Of all the entries below, only the lines from the one with "<!DOCTYPE html>" up to and including the one with "ctx.fillRect(0, 0, 1511, 935);" are to be duplicated exactly.

Saved entries:
______

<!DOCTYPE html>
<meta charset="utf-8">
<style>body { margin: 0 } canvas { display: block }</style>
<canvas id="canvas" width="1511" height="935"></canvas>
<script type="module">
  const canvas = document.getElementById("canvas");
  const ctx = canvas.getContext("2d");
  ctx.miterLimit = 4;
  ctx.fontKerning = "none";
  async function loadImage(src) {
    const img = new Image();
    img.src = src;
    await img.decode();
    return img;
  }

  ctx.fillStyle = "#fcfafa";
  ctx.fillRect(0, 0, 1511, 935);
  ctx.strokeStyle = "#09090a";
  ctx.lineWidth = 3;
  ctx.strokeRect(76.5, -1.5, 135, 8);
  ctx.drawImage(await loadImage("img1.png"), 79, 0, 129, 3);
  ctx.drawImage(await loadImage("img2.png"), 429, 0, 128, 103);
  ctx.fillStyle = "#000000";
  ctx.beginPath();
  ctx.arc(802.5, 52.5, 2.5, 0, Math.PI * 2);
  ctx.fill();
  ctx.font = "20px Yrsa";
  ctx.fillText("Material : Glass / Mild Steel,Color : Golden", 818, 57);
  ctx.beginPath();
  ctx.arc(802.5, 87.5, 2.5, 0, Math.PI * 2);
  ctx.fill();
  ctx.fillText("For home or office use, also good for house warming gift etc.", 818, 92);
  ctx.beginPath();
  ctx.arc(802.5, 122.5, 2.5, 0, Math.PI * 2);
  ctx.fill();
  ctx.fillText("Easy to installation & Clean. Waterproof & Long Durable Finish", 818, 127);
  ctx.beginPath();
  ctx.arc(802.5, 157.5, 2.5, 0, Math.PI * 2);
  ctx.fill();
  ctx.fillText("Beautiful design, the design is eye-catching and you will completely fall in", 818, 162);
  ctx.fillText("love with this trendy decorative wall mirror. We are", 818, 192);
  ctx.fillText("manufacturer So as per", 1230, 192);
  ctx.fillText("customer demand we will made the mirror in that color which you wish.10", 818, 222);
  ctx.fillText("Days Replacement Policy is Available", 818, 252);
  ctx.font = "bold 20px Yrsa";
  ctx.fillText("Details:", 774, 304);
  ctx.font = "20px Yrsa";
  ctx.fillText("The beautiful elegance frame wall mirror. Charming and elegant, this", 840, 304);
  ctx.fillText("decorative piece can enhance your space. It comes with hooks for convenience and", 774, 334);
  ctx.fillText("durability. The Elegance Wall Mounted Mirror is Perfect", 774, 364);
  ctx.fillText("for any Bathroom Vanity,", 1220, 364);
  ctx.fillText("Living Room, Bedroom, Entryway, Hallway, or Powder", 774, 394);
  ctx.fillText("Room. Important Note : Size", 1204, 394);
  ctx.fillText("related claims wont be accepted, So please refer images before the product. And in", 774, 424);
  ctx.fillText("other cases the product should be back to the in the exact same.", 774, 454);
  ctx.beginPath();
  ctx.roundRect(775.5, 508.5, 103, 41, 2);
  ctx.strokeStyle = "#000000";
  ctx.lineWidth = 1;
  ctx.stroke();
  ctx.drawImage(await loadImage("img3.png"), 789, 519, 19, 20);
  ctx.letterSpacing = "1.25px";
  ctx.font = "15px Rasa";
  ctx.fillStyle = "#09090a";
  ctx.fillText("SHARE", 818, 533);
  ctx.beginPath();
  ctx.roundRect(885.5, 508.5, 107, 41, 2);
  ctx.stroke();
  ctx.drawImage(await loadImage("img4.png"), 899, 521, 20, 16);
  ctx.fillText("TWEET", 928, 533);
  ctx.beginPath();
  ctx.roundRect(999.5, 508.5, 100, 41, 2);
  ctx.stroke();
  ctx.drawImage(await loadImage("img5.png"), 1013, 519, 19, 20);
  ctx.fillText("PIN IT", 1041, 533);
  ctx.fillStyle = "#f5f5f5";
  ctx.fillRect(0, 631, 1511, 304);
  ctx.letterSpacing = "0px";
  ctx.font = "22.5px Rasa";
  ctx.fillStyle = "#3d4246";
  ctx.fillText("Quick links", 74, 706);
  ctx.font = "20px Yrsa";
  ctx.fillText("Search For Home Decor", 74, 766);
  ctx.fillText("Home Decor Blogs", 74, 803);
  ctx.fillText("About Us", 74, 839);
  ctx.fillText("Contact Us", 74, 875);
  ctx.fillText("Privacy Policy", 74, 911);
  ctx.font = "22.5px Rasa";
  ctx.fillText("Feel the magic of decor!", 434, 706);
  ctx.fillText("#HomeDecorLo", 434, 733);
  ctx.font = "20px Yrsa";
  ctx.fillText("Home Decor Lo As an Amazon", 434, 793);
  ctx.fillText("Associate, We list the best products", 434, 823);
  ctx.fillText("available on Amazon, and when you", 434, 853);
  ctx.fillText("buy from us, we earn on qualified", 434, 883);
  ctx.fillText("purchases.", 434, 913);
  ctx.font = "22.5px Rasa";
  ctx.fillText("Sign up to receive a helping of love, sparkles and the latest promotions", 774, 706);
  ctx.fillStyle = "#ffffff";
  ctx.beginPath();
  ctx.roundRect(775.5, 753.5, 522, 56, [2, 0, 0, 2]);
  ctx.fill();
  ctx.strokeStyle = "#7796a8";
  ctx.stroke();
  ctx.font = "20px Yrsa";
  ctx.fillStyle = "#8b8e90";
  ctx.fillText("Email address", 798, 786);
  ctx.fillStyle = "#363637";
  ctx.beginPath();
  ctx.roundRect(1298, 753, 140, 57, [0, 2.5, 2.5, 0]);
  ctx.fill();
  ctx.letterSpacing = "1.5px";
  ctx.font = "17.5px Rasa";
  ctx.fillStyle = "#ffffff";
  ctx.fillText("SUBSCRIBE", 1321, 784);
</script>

______

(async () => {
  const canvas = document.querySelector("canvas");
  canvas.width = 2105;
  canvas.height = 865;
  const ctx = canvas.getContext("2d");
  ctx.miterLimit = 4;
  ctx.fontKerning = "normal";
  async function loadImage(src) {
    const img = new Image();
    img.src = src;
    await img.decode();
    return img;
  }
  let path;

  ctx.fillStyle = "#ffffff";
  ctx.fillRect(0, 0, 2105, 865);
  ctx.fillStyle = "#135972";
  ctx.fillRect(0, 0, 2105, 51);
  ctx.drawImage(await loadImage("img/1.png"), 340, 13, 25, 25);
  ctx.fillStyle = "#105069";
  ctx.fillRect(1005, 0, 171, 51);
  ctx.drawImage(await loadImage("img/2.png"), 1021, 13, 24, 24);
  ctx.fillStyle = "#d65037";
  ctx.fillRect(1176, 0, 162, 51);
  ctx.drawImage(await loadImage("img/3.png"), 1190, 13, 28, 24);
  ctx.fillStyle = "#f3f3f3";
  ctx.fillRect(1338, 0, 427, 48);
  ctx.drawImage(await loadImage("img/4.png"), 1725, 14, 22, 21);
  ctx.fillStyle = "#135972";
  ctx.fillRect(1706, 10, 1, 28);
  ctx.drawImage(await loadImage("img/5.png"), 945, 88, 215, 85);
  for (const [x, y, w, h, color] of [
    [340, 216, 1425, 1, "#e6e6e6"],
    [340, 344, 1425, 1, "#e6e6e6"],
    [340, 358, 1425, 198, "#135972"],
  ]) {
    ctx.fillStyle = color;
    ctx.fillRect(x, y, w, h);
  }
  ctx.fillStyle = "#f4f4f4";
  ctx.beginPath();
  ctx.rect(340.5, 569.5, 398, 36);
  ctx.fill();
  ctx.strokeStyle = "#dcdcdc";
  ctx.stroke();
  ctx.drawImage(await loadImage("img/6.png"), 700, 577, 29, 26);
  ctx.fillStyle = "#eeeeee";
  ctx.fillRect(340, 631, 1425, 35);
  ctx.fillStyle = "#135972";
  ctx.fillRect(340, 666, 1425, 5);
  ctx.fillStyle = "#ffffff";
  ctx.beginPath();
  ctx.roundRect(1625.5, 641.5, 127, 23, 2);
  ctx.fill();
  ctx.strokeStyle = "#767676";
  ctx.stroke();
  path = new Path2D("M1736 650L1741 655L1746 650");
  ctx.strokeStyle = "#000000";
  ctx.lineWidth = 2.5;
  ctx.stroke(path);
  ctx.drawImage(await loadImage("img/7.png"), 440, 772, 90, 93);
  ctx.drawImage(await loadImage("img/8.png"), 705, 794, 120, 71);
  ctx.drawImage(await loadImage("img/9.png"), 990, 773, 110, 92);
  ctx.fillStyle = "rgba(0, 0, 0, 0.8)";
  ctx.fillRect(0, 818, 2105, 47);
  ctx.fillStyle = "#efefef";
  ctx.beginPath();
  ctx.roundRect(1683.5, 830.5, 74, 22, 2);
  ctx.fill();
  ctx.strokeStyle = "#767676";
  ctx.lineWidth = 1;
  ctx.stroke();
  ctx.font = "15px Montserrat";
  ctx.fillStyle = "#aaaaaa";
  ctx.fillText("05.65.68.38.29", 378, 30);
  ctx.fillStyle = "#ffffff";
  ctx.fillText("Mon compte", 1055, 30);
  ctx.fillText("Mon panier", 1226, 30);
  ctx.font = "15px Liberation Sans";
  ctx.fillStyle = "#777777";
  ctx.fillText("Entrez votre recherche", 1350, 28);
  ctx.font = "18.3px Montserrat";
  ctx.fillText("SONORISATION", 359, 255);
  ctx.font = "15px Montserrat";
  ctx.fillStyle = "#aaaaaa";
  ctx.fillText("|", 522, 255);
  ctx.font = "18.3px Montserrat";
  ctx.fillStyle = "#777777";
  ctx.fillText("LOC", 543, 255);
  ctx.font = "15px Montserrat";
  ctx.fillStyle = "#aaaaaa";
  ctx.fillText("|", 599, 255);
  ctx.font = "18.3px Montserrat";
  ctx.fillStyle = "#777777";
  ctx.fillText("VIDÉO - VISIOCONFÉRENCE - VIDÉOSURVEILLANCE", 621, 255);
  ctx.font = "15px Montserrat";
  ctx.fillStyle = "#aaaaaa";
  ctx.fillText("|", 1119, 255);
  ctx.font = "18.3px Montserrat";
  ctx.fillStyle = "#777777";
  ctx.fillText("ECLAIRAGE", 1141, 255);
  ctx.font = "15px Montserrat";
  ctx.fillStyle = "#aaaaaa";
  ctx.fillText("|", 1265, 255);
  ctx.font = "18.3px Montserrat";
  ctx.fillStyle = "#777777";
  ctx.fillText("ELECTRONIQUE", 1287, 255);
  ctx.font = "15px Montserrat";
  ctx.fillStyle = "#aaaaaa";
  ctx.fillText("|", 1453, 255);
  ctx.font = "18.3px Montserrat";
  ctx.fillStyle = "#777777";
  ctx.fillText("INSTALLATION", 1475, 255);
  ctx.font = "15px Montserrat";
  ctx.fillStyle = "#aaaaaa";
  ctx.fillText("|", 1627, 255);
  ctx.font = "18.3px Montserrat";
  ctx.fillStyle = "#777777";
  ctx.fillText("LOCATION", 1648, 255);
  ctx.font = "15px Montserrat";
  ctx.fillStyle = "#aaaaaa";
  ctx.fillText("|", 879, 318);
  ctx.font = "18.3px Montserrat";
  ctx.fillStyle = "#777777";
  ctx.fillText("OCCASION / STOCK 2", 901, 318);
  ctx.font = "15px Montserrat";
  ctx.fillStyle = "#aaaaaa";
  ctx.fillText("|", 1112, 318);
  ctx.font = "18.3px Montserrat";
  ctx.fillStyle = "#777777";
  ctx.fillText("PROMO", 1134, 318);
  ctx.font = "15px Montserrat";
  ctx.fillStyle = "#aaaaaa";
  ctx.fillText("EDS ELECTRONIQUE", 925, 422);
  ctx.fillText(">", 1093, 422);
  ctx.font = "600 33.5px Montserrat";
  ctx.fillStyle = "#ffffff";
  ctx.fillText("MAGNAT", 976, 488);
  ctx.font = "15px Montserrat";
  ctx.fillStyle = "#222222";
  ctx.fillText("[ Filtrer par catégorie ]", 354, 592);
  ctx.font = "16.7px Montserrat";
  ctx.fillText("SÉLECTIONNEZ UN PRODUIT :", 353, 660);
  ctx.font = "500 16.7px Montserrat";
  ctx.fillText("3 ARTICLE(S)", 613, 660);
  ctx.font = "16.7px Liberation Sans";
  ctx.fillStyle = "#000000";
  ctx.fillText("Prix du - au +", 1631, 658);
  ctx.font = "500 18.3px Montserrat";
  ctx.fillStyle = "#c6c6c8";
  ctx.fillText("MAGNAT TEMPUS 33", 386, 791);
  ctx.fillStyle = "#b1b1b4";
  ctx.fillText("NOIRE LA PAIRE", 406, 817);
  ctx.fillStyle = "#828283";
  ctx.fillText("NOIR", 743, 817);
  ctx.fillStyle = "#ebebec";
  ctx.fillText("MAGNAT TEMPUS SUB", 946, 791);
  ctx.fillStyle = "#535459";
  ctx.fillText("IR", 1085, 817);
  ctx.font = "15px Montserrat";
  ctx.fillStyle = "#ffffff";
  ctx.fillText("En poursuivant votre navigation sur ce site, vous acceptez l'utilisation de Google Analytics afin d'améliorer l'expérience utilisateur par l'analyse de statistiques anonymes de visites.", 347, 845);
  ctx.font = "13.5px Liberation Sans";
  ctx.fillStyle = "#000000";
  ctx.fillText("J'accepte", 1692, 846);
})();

______

[Exercise output]
<!DOCTYPE html>
<meta charset="utf-8">
<style>body { margin: 0 } canvas { display: block }</style>
<canvas id="canvas" width="1511" height="935"></canvas>
<script type="module">
  const canvas = document.getElementById("canvas");
  const ctx = canvas.getContext("2d");
  ctx.miterLimit = 4;
  ctx.fontKerning = "none";
  async function loadImage(src) {
    const img = new Image();
    img.src = src;
    await img.decode();
    return img;
  }

  ctx.fillStyle = "#fcfafa";
  ctx.fillRect(0, 0, 1511, 935);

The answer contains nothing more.